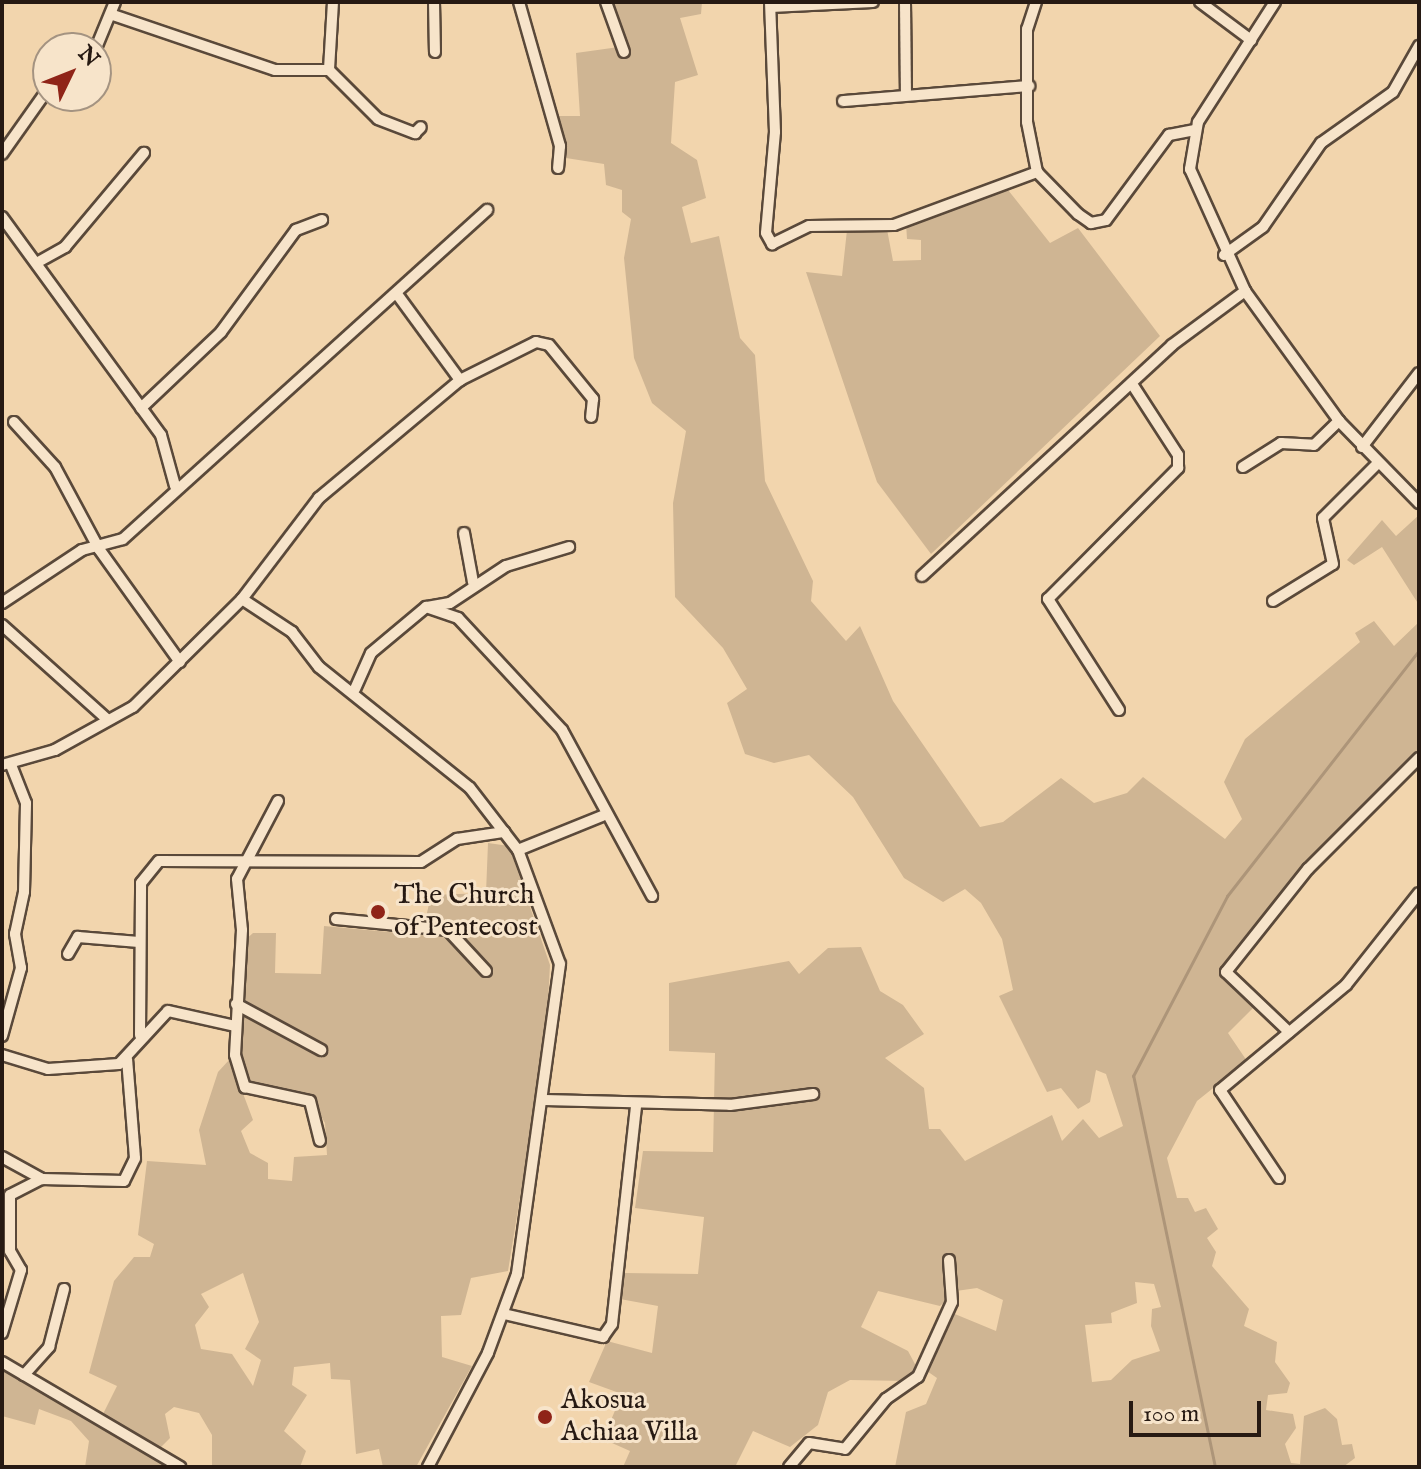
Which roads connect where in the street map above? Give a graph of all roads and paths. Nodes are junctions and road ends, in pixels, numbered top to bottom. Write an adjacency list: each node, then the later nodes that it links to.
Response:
1 (115, 2): 13 (street)
2 (333, 2): 19 (street)
3 (434, 2): 17 (street)
4 (519, 2): 30 (street)
5 (606, 2): 18 (street)
6 (855, 2): 7 (street); 12 (street)
7 (873, 2)
8 (905, 2): 23 (street)
9 (1036, 2): 22 (street)
10 (1200, 2): 15 (street)
11 (1275, 2): 15 (street)
12 (771, 5): 31 (street)
13 (113, 15): 14 (street); 19 (street)
14 (104, 32)
15 (1251, 40): 27 (street)
16 (1419, 46): 20 (street)
17 (435, 52)
18 (624, 52)
19 (329, 70): 26 (street)
20 (1406, 76): 21 (street); 35 (street)
21 (1419, 80)
22 (1029, 86): 23 (street); 31 (street)
23 (906, 92): 24 (street)
24 (843, 101)
25 (32, 112): 29 (street)
26 (421, 127)
27 (1194, 130): 31 (street); 35 (street)
28 (144, 153): 36 (street)
29 (2, 154)
30 (558, 168)
31 (1037, 172)
32 (487, 210): 38 (street)
33 (2, 217): 36 (street)
34 (322, 220): 42 (street)
35 (1224, 255): 37 (street)
36 (40, 261): 42 (street)
37 (1245, 291): 41 (street); 44 (street)
38 (397, 294): 40 (street); 49 (street)
39 (1419, 373): 46 (street)
40 (460, 380): 43 (street); 56 (street)
41 (1134, 387): 54 (street); 63 (street)
42 (141, 408): 49 (street)
43 (591, 417)
44 (1339, 421): 46 (street); 48 (street)
45 (14, 422): 53 (street)
46 (1362, 447): 47 (street)
47 (1377, 464): 50 (street); 57 (street)
48 (1243, 467)
49 (175, 486): 53 (street)
50 (1419, 503)
51 (464, 533): 55 (street)
52 (569, 547): 55 (street)
53 (99, 549): 58 (street); 61 (street)
54 (922, 576)
55 (473, 582): 59 (street)
56 (242, 599): 61 (street); 62 (street)
57 (1273, 601)
58 (2, 603)
59 (426, 607): 62 (street); 68 (street)
60 (2, 625): 64 (street)
61 (180, 662): 64 (street)
62 (355, 689): 69 (street)
63 (1119, 710)
64 (108, 720): 66 (street)
65 (1419, 758): 80 (street)
66 (7, 765): 82 (street)
67 (278, 801): 71 (street)
68 (602, 816): 70 (street); 73 (street)
69 (504, 832): 70 (street); 71 (street)
70 (518, 850): 87 (street)
71 (246, 859): 75 (street); 78 (street)
72 (1419, 893): 80 (street)
73 (652, 896)
74 (336, 919): 77 (street)
75 (139, 942): 76 (street); 81 (street)
76 (68, 954)
77 (486, 971)
78 (236, 1004): 79 (street); 83 (street)
79 (235, 1026): 81 (street); 89 (street)
80 (1289, 1032): 91 (street)
81 (140, 1035): 85 (street)
82 (2, 1036)
83 (321, 1050)
84 (2, 1055): 85 (street)
85 (127, 1059): 92 (street)
86 (813, 1094): 88 (street)
87 (545, 1100): 88 (street); 95 (street)
88 (636, 1106): 95 (street)
89 (320, 1141)
90 (2, 1157): 92 (street)
91 (1279, 1178)
92 (42, 1179): 96 (street)
93 (949, 1260): 101 (street)
94 (64, 1289): 98 (street)
95 (504, 1314): 100 (street)
96 (2, 1333)
97 (2, 1362): 98 (street)
98 (24, 1375): 99 (street)
99 (180, 1467)
100 (428, 1467)
101 (789, 1467)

=-=-=-=-=

**Work item**
Reproduce the data above verbatim, minus any images.

**Completed task**
Which roads connect where in the street map above? Give a graph of all roads and paths. Nodes are junctions and road ends, in pixels, numbered top to bottom. Write an adjacency list: each node, then the later nodes that it links to.
Response:
1 (115, 2): 13 (street)
2 (333, 2): 19 (street)
3 (434, 2): 17 (street)
4 (519, 2): 30 (street)
5 (606, 2): 18 (street)
6 (855, 2): 7 (street); 12 (street)
7 (873, 2)
8 (905, 2): 23 (street)
9 (1036, 2): 22 (street)
10 (1200, 2): 15 (street)
11 (1275, 2): 15 (street)
12 (771, 5): 31 (street)
13 (113, 15): 14 (street); 19 (street)
14 (104, 32)
15 (1251, 40): 27 (street)
16 (1419, 46): 20 (street)
17 (435, 52)
18 (624, 52)
19 (329, 70): 26 (street)
20 (1406, 76): 21 (street); 35 (street)
21 (1419, 80)
22 (1029, 86): 23 (street); 31 (street)
23 (906, 92): 24 (street)
24 (843, 101)
25 (32, 112): 29 (street)
26 (421, 127)
27 (1194, 130): 31 (street); 35 (street)
28 (144, 153): 36 (street)
29 (2, 154)
30 (558, 168)
31 (1037, 172)
32 (487, 210): 38 (street)
33 (2, 217): 36 (street)
34 (322, 220): 42 (street)
35 (1224, 255): 37 (street)
36 (40, 261): 42 (street)
37 (1245, 291): 41 (street); 44 (street)
38 (397, 294): 40 (street); 49 (street)
39 (1419, 373): 46 (street)
40 (460, 380): 43 (street); 56 (street)
41 (1134, 387): 54 (street); 63 (street)
42 (141, 408): 49 (street)
43 (591, 417)
44 (1339, 421): 46 (street); 48 (street)
45 (14, 422): 53 (street)
46 (1362, 447): 47 (street)
47 (1377, 464): 50 (street); 57 (street)
48 (1243, 467)
49 (175, 486): 53 (street)
50 (1419, 503)
51 (464, 533): 55 (street)
52 (569, 547): 55 (street)
53 (99, 549): 58 (street); 61 (street)
54 (922, 576)
55 (473, 582): 59 (street)
56 (242, 599): 61 (street); 62 (street)
57 (1273, 601)
58 (2, 603)
59 (426, 607): 62 (street); 68 (street)
60 (2, 625): 64 (street)
61 (180, 662): 64 (street)
62 (355, 689): 69 (street)
63 (1119, 710)
64 (108, 720): 66 (street)
65 (1419, 758): 80 (street)
66 (7, 765): 82 (street)
67 (278, 801): 71 (street)
68 (602, 816): 70 (street); 73 (street)
69 (504, 832): 70 (street); 71 (street)
70 (518, 850): 87 (street)
71 (246, 859): 75 (street); 78 (street)
72 (1419, 893): 80 (street)
73 (652, 896)
74 (336, 919): 77 (street)
75 (139, 942): 76 (street); 81 (street)
76 (68, 954)
77 (486, 971)
78 (236, 1004): 79 (street); 83 (street)
79 (235, 1026): 81 (street); 89 (street)
80 (1289, 1032): 91 (street)
81 (140, 1035): 85 (street)
82 (2, 1036)
83 (321, 1050)
84 (2, 1055): 85 (street)
85 (127, 1059): 92 (street)
86 (813, 1094): 88 (street)
87 (545, 1100): 88 (street); 95 (street)
88 (636, 1106): 95 (street)
89 (320, 1141)
90 (2, 1157): 92 (street)
91 (1279, 1178)
92 (42, 1179): 96 (street)
93 (949, 1260): 101 (street)
94 (64, 1289): 98 (street)
95 (504, 1314): 100 (street)
96 (2, 1333)
97 (2, 1362): 98 (street)
98 (24, 1375): 99 (street)
99 (180, 1467)
100 (428, 1467)
101 (789, 1467)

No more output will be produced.